Наконец-то выехал на окраину города. Дорога тянется еще несколько километров через Гуту и потом держится параллельно горной цепи Антиливана. Крестьяне в коричневых длинных, до земли, рубахообразных одеждах (галабийях) пашут на поле у дороги, лавируя между оливковыми деревьями и виноградными лозами.
За Гутой ландшафт приобретает серо-коричневый тон. Яркая зелень исчезла; на восток простирается Сирийская пустыня, которая заканчивается примерно через 600 километров в Двуречье. Дорога круто поднимается; по бокам ее отвесно падают глубокие ущелья. Но русло реки сухое. В арабском языке есть два обозначения для реки: существует строгое различие между «нахр» — рекой, постоянно несущей воды, и «вади», то есть руслом, по которому вода течет лишь очень короткое время в году — несколько дней или даже часов. Обкатанные обломки пород в вади свидетельствуют о том, какой громадной силой обладает вода в дни таяния снегов. Русло реки многократно перекрыто высокими бетонными надолбами, напоминающими противотанковые заграждения, — они предназначены для задержания падающих камней.
Подъем становится еще круче. Время от времени мы проезжаем мимо разбитых автомобилей — следов катастрофы. Перед нами ползет груженный доверху грузовик. Он выпускает такое облако газа, что кажется, будто наступила ночь. Я делаю попытку обогнать его. И как раз в этот момент водитель по непонятной мне причине и без всякого предупреждения резко сворачивает влево. Изо всех сил нажимая на тормоз, сквозь чад с трудом различаю, что другой грузовик медленно карабкается по откосу — очевидно, тот водитель, желая обогнать его, не совсем точно рассчитал силу двигателя своей машины: маневр не удался. Теперь и второй увеличил скорость. Соперничая, оба приближаются к вершине горы, занимая всю ширину дороги. Если появится встречная машина, столкновение неизбежно. Но все идет хорошо, и когда наконец начался спуск, левому грузовику обгон все же удался; я благополучно миную обе машины и облегченно вздыхаю.

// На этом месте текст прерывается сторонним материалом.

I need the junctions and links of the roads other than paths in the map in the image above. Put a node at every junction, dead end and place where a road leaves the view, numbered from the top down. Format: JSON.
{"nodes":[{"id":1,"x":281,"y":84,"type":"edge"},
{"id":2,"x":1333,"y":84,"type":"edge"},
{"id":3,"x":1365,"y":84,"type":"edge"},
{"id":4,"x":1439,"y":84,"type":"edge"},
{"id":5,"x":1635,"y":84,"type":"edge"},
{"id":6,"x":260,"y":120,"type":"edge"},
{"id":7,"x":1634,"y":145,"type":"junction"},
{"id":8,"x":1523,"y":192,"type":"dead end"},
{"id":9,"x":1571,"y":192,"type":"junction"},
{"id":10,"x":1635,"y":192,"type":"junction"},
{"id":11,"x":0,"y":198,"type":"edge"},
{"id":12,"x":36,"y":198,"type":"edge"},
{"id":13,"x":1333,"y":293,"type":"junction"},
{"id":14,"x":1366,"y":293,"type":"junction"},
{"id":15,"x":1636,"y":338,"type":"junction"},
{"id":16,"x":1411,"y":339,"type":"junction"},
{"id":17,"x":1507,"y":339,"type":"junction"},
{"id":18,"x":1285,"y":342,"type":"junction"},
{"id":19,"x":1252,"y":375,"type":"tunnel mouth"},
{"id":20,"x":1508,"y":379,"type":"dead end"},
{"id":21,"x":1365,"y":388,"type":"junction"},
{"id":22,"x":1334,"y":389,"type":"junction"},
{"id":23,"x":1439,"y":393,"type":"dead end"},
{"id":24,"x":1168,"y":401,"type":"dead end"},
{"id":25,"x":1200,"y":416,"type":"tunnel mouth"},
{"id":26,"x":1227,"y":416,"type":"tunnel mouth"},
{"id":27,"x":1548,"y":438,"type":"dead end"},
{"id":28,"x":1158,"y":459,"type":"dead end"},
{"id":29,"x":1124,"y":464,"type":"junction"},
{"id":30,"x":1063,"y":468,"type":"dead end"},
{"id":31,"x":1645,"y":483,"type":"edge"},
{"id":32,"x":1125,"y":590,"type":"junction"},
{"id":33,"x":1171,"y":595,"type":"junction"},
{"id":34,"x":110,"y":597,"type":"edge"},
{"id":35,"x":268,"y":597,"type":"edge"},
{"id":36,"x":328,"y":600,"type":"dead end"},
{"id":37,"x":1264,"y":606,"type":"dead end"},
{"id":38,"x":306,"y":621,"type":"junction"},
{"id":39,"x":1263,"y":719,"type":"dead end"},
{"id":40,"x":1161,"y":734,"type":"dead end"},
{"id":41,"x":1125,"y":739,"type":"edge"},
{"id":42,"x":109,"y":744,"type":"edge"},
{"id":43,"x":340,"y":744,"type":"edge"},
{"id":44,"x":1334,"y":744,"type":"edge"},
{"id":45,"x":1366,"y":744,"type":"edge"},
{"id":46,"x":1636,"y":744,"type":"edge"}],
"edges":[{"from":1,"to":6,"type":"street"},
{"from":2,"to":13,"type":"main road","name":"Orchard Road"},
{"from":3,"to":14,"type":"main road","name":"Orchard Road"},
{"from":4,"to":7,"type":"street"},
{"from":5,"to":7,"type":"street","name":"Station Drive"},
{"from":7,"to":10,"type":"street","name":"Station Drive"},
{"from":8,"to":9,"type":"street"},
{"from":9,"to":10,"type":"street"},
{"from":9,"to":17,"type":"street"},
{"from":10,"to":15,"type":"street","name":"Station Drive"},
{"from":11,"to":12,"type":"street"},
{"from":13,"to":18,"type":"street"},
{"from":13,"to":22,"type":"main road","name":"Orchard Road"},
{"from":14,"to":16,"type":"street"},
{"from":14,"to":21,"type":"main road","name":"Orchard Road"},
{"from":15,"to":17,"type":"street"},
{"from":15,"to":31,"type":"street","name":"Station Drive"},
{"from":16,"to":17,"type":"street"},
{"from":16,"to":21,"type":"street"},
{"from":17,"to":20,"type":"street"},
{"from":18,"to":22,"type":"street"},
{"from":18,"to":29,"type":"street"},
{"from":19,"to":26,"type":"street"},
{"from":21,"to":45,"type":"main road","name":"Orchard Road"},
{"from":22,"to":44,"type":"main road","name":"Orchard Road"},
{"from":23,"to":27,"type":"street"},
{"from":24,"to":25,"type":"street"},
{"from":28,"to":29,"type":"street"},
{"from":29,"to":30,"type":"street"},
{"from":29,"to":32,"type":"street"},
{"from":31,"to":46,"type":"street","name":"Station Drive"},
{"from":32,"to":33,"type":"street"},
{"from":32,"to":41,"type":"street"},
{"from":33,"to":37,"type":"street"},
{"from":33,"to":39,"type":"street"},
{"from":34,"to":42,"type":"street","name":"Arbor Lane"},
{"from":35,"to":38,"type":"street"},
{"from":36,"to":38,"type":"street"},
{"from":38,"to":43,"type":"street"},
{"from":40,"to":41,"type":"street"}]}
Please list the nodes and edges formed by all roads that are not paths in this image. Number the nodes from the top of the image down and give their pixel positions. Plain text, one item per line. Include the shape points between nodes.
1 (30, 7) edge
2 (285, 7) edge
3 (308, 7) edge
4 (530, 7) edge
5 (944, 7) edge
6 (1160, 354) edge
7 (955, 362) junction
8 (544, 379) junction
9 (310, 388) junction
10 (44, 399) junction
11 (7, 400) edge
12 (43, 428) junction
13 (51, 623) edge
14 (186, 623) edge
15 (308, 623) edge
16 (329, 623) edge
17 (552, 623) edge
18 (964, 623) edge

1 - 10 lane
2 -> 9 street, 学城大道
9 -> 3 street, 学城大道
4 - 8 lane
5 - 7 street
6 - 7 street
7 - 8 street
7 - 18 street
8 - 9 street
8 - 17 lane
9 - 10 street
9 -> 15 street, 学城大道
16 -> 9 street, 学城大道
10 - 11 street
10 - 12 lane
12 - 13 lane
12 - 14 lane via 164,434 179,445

Чувствую потребность кое-что дополнить к моим замечаниям относительно положительных сторон езды на Востоке. Это касается прежде всего движения городского транспорта; оно таит в себе почти немыслимое для нас безрассудство с чертами фатализма, что особенно губительно для езды на междугородных трассах. Здесь сильно ощущается слепая вера в то, что Аллах уж как-нибудь все уладит и не имеет смысла вмешиваться в его дела.